Vodafone had been hoping it could cash in on domestic roaming using Telstra’s widespread network. This didn’t happen as the ACCC decided against it, at least for now. Telstra has managed to conserve its monopoly position, but Vodafone hasn’t just sat on the fence and done nothing at all. With the prospect of TPG Telecom making further inroads into network provision due to its acquisition of the 700 MHz spectrum auctioned off recently, this new competition has kept the telco on its toes.
What Vodafone has got up its sleeve for 2018
Up to now, Vodafone Hutchison has mainly focused on the non-commercial market, but according to Stuart Kelly this is set to change as the telco’s enterprise division head believes the company is ready to move into fixed broadband, using the National Broadband Network (NBN). With this transition it intends to move its focus to supplying the communication needs of the small to medium business sector. It’s up to now been focusing on selling its mobile services.
Deal with Qantas a first for Vodafone
One of the telco’s most lucrative customers up to now has been a deal in 2015 with Qantas. It offered Qantas Points for customers on some of their mobile plans. It also offered eligible travellers flying into the country a prepaid SIM card, a smart phone and SIM package. From this initiative the enterprise sector of the telco is starting to get some sort of direction and now has a group of 40 people working in it. The Internet of Things (IoT)is part of these new initiatives.
Where the IoT stands today
Trials are currently underway by the 3 main telcos which include the following.
- Telstra, together with the Joondalup Council in West Australia, is running trials on some smart cities’ applications.
- Vodafone is working with both South East Water in Melbourne and Huawei on the deployment of a narrow-band IoT feature.
- Optus is assembling a complete IoT package with Cisco.
Citi Research says IoT development is set to continue unabated, particularly around the wireless broadband sector. A spokesperson for Citi believed that the country’s carriers would all be out for what they can get from the IoT market.
Vodafone going for customer care too
Kelly believes success of a network is not just the provision of the network itself but how customers are treated is also important. At present it’s working on security issues with Symantec and storage options with Dropbox. There are other issues it hopes to address in relation to helping customers to get a fuller understanding about broadband services as well as improving the quality of this network option. It’s hoping that what it will offer will better serve the needs of small and medium sized businesses (SMBs). It’s also going to meet the needs of current customers first with its fixed product options.

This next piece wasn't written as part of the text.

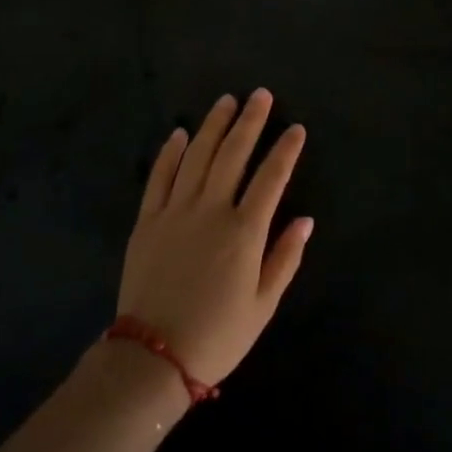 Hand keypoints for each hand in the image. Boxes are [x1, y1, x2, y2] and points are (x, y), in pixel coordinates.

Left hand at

However, the whole pricing for NBN needs a good look, as at the moment it’s quite high.
Vodafone Australia stated that the NBN company needs to provide a wholesale mobile service through the use of its infrastructure for fixed-wireless so that mobile carriers can expand their coverage through both the regional and rural sectors throughout the country. It says the fixed-wireless facility is not being used to its fullest and in the submission Vodafone has filed with Joint Standing Committee on the National Broadband Network it has pointed out that this would be of great benefit and would help to justify the huge amount of dollars running into the millions that are being spent on building up the NBN.
NBN Vodafone has suggested that could share with mobile carriers’ fixed-wireless towers, spectrum equipment, as well as transmission and satellite backhaul with the mobile carriers that are forever present. Presently, the NBN fixed-wireless network presence reaches areas where a little, but generally broken-up, mobile coverage is present. Vodafone doesn’t think there is much sense in duplicating infrastructure and then the NBN goes out and constructs a 4th wireless operated network which is now just a way of NBN’s fixed-wireless service covers 482,246 premises throughout the country, with expected wholesale speeds following later in the year at 100/40Mbps.
Vodafone into tower sharing
Vodafone is already sharing a single tower with NBN’s fixed-wireless service following its activation earlier in the year.
There is no bowing out when competition gets tough and Vodafone is showing a strong lead in keeping it firmly in the network market despite its losses and lack of personalised spectrum.